Was there a man dismay'd?
Not tho' the soldiers knew
Someone had blunder'd:
Theirs not to make reply,
Theirs not to reason why,
Theirs but to do and die:
Into the valley of Death
Rode the six hundred.
Tennyson raised questions that remain ignored now, over 150 years later.
In 1854, Lord Cardigan, Supreme Commander, according to reports, left the field and went on board his yacht in Balaclava harbour, where he ate a champagne dinner. He rode off without looking back. Obviously his not to bother why. Not how many men died. Nor, how many wounded needed care. Collateral damage is an old, old concept, clothed in new jargon in recent times.

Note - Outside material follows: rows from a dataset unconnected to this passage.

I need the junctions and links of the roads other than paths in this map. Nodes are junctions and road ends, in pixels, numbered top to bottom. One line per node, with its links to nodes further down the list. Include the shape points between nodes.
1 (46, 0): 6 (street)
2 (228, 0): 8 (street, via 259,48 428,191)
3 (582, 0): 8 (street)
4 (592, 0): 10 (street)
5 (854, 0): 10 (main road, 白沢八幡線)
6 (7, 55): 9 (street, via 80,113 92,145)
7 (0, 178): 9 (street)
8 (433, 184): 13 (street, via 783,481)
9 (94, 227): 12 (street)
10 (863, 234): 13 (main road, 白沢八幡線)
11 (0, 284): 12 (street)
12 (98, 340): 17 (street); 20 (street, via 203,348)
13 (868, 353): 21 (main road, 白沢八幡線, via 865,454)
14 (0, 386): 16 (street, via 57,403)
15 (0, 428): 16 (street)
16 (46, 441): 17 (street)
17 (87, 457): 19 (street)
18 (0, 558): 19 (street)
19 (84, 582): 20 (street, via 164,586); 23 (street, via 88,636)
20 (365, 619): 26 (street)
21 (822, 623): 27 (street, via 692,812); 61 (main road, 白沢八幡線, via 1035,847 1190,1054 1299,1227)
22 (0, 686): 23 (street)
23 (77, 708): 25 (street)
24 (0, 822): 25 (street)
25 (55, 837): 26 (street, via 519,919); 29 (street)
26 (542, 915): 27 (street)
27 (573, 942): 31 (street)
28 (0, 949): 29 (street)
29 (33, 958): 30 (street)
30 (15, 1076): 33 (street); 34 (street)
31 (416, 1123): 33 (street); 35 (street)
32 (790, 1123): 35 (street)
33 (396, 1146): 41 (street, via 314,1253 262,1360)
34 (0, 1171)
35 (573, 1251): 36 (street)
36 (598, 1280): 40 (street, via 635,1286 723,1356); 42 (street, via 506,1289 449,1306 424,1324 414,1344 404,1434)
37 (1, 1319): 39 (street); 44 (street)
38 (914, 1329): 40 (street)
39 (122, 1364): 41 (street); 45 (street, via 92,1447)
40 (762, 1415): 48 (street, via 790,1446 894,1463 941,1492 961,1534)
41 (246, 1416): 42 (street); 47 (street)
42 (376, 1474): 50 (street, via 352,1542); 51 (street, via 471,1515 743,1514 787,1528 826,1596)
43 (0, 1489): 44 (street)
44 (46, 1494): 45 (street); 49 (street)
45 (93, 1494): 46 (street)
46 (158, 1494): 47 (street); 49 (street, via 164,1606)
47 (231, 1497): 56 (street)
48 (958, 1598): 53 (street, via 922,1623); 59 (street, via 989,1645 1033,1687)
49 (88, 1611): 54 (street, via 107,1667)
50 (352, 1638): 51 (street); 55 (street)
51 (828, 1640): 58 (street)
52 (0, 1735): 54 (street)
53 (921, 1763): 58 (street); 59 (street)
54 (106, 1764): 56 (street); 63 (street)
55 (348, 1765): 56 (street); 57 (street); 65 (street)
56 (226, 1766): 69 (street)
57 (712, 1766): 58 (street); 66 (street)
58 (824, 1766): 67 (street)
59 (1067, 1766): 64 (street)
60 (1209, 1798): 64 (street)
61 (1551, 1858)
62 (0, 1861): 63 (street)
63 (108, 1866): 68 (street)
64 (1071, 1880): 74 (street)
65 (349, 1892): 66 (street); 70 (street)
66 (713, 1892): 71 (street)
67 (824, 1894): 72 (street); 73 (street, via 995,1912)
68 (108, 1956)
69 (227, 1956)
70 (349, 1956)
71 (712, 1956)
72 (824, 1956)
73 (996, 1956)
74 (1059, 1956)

Nothing much has changed since 1854.
Our soldiers who lose their lives in conflict are sometimes given a hero's farewell. Gun salutes, coffins draped in national colours. A parade, some tears at the concept of patriotism, martyrdom, valour. Then it’s all back to normal. The soldier's widow and children receive a pittance in terms of pensions. Old veterans suffer through peacetime with minimal sympathy or help from the Armed Forces or the country they fought for so valiantly.
Bernie Sanders, running for the US Democratic Party nomination for president, must have touched a nerve when he pointed out during the primaries that he was one of the few politicians to have the guts to say Iraq was a bad decision, amidst the uber-patriotic, rabble-rousing rhetoric of the post 9/11 period. 'I would have bombed Iraq yesterday,' a flag-waving American said to me, when the first bombs fell on Baghdad. A decade later most people prefer not to talk about war-crimes in relation to politicians who dragged poor young Americans into a war that turned millionaire politicians into billionaires. 'Not though the soldiers knew someone had blundered.' Vietnam, Iraq, numerous Indo-Pakistani threats later, poor young men from desperately impoverished families continue to pay the price.
For the politicians, it’s a game. They get money from the arms industry to fund their campaigns. Sabre-rattling and wars are always a successful distraction from the real problems of the time. And so they unleash the dogs of war with scant concern for the painfully young soldiers who go off scared but patriotic. They return often in body bags. The others are scarred and traumatized for life. It’s mostly all for a few votes more. And almost always for quite a few dollars more.